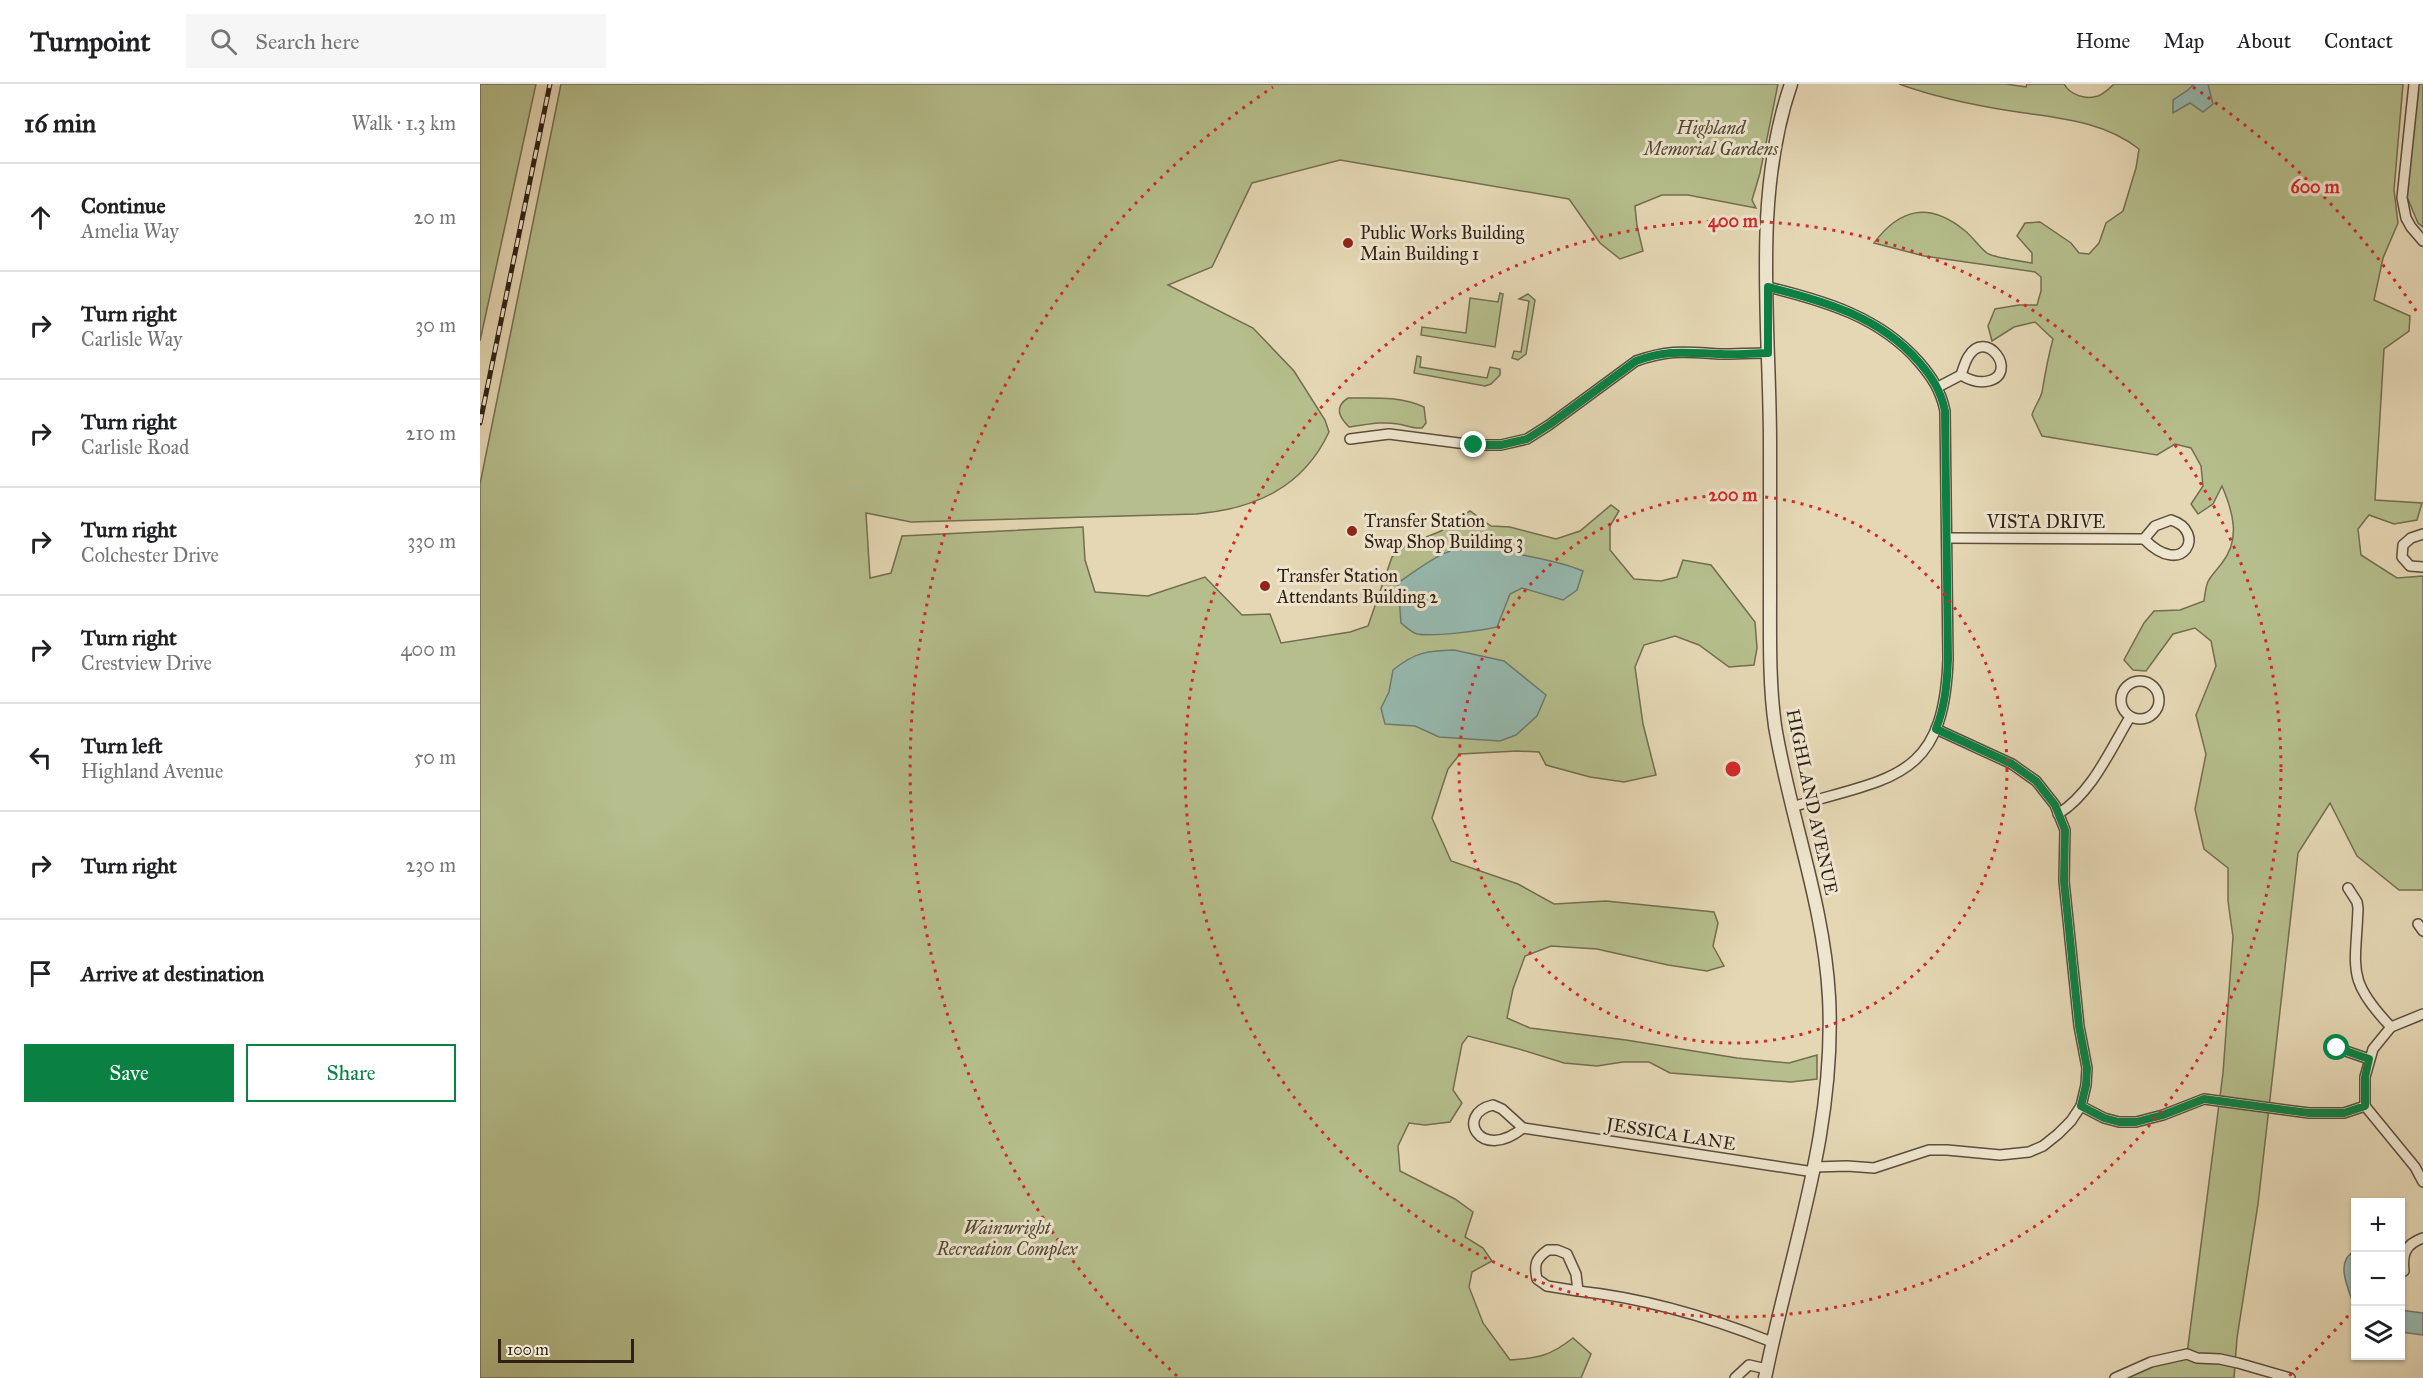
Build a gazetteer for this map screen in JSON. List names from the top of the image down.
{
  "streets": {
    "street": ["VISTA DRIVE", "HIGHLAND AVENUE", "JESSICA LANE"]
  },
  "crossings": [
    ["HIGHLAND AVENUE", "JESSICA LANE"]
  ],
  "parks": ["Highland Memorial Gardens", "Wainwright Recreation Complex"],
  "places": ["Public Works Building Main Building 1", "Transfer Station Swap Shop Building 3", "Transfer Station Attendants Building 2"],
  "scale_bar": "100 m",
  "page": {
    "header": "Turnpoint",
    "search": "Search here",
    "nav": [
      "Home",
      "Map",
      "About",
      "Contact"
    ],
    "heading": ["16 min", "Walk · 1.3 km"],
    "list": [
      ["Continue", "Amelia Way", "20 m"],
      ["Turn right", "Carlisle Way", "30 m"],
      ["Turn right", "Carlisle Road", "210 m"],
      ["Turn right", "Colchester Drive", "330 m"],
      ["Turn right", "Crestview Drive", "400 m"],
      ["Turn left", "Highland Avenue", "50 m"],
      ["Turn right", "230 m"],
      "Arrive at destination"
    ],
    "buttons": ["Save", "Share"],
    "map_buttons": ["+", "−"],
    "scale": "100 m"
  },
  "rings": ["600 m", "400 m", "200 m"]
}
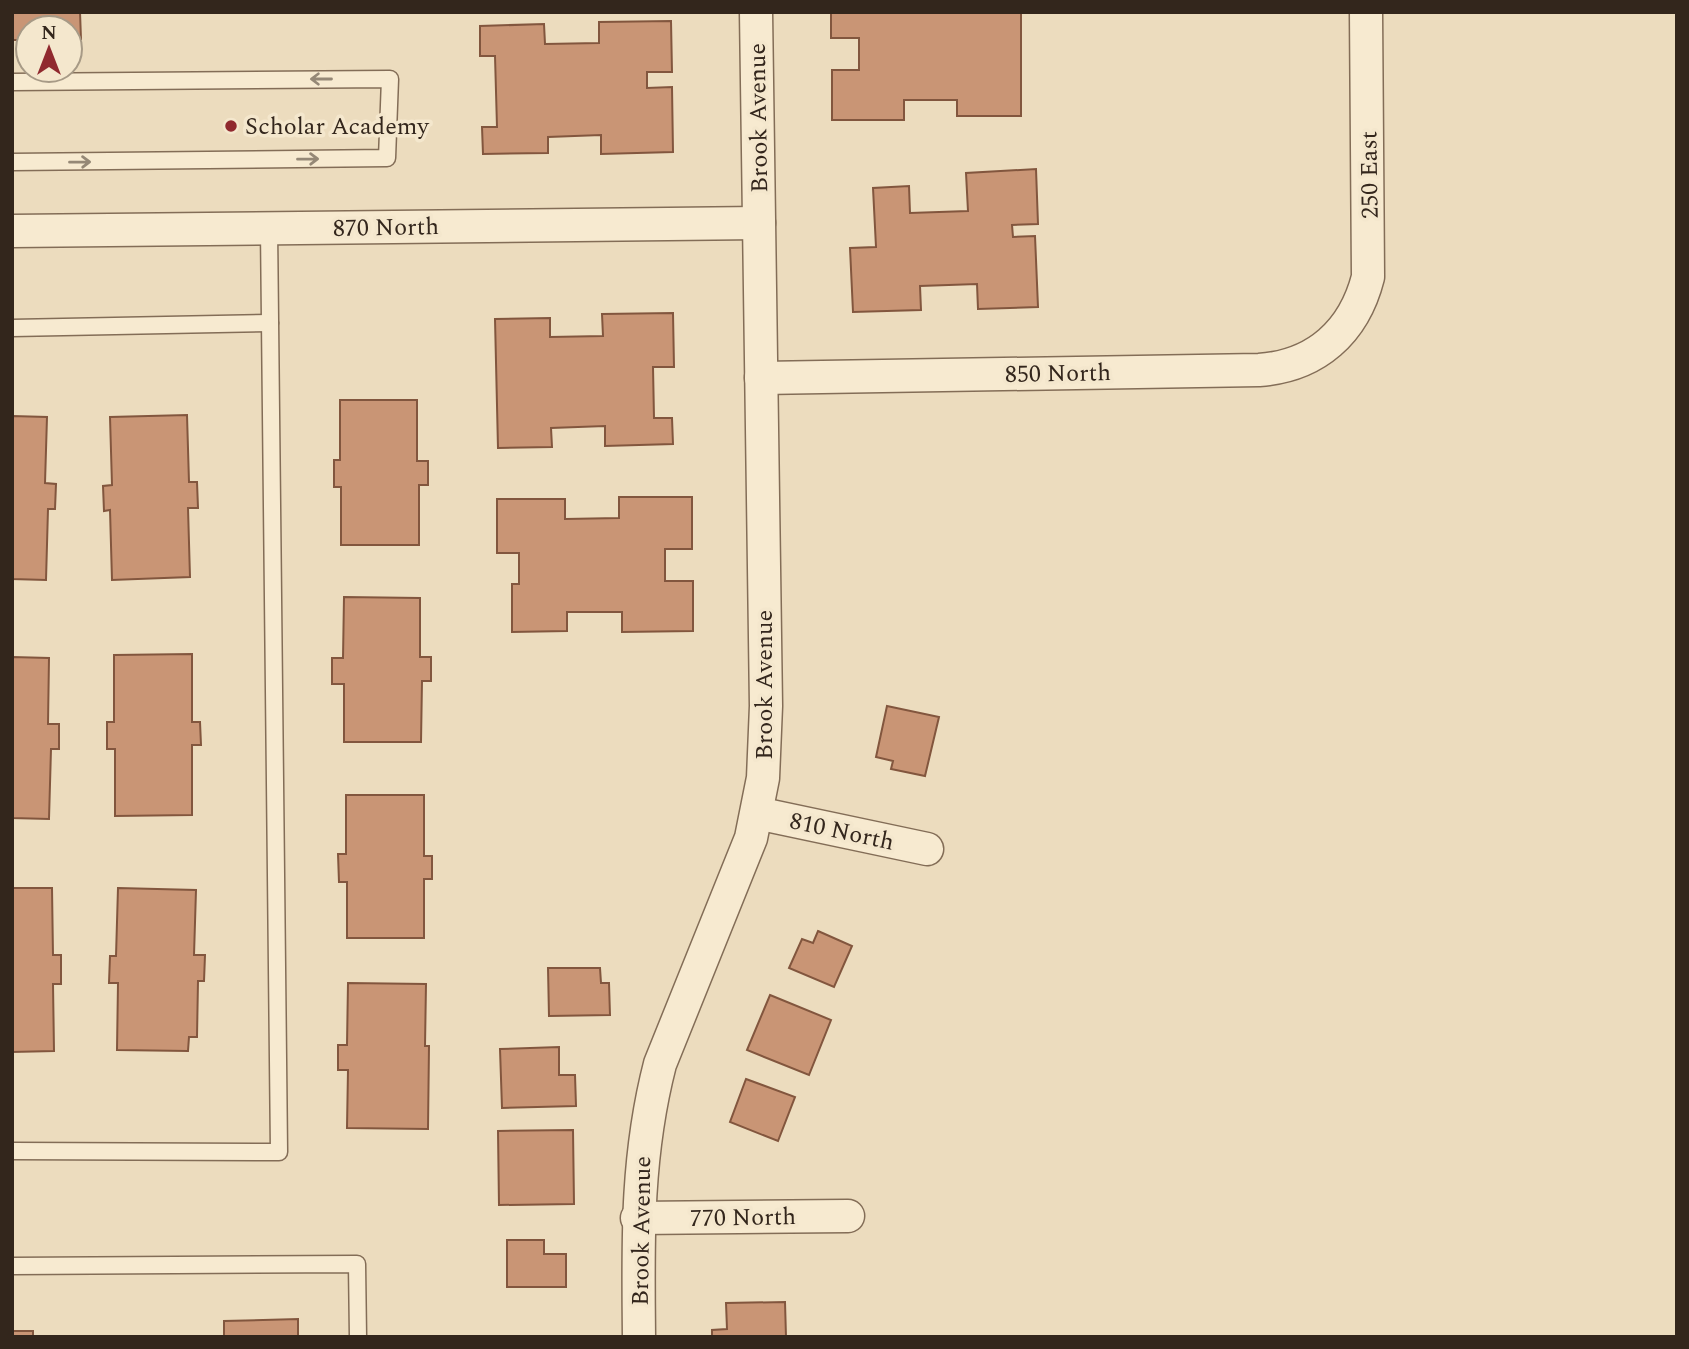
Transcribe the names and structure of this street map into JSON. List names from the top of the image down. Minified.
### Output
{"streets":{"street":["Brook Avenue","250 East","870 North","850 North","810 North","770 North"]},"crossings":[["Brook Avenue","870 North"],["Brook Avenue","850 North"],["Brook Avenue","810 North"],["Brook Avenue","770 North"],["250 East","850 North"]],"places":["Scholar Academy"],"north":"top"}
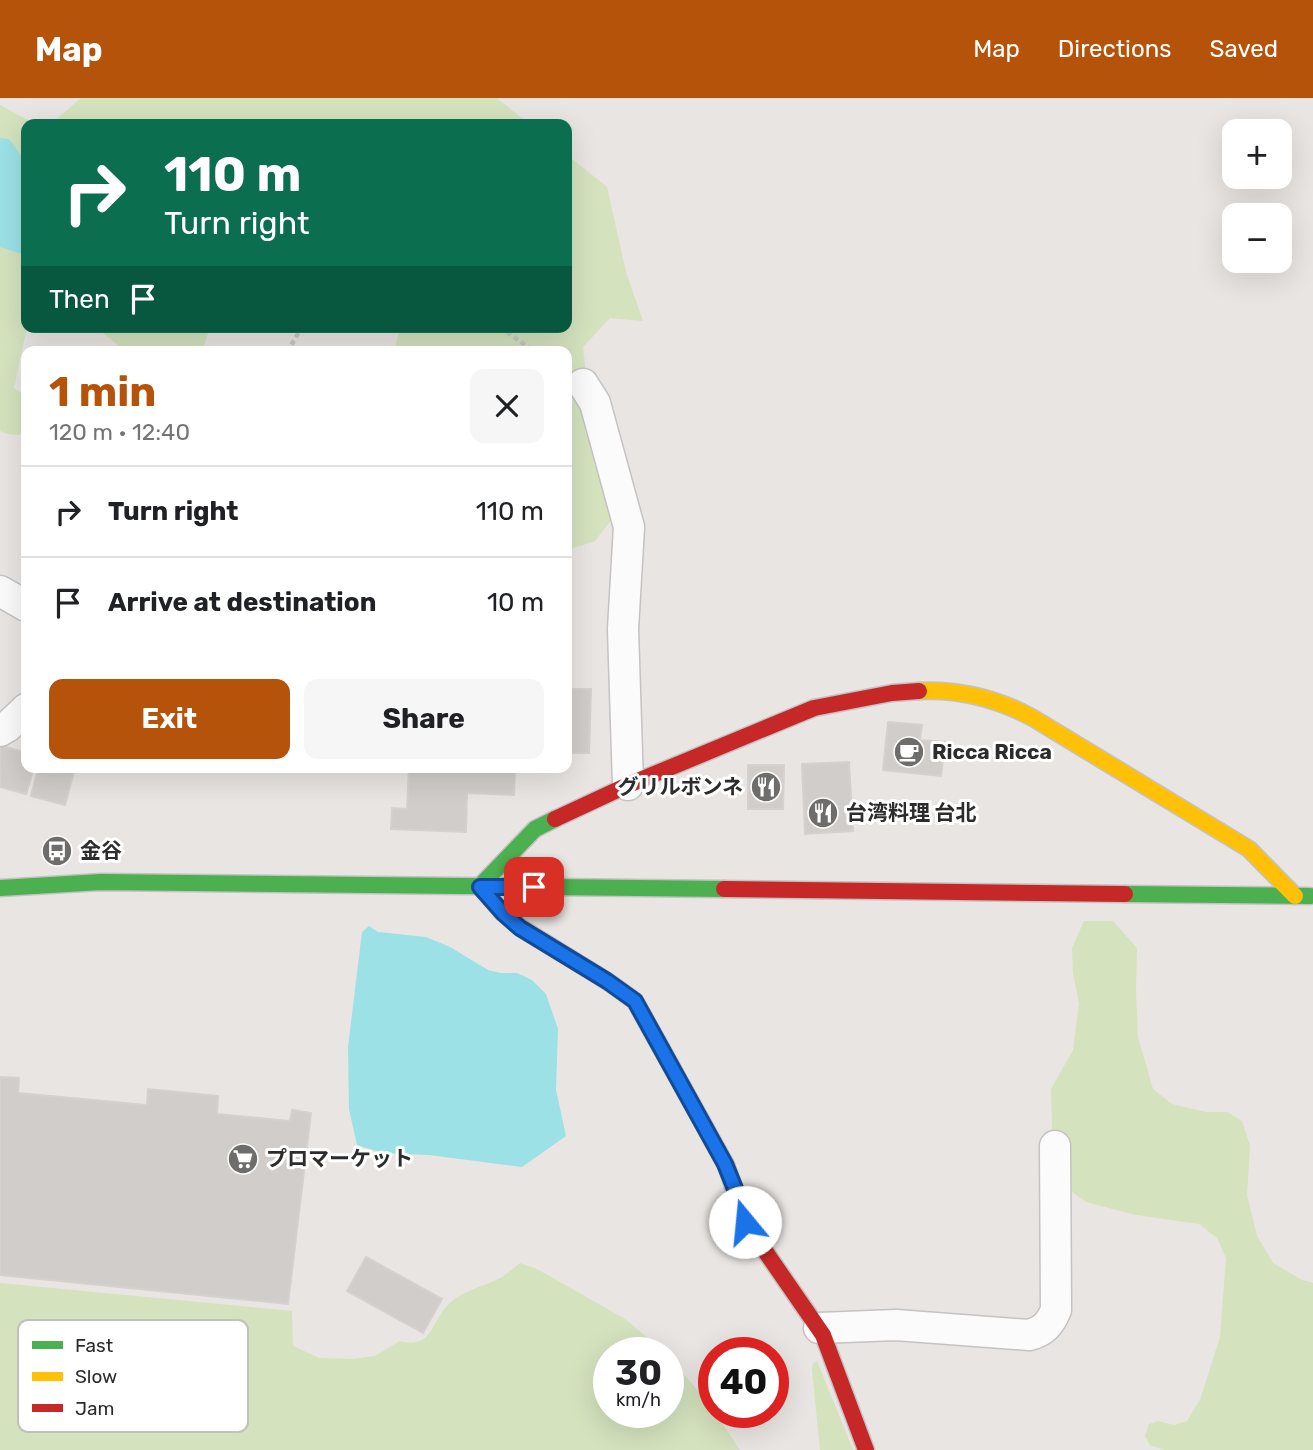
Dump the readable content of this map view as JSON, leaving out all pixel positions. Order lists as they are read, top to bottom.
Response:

**Task prompt**
Your answer must be the line containing "Dump the readable" and every line after it through the end of the records above, reproduced exactly and alone.

**Solution to this problem**
Dump the readable content of this map view as JSON, leaving out all pixel positions. Order lists as they are read, top to bottom.
Response:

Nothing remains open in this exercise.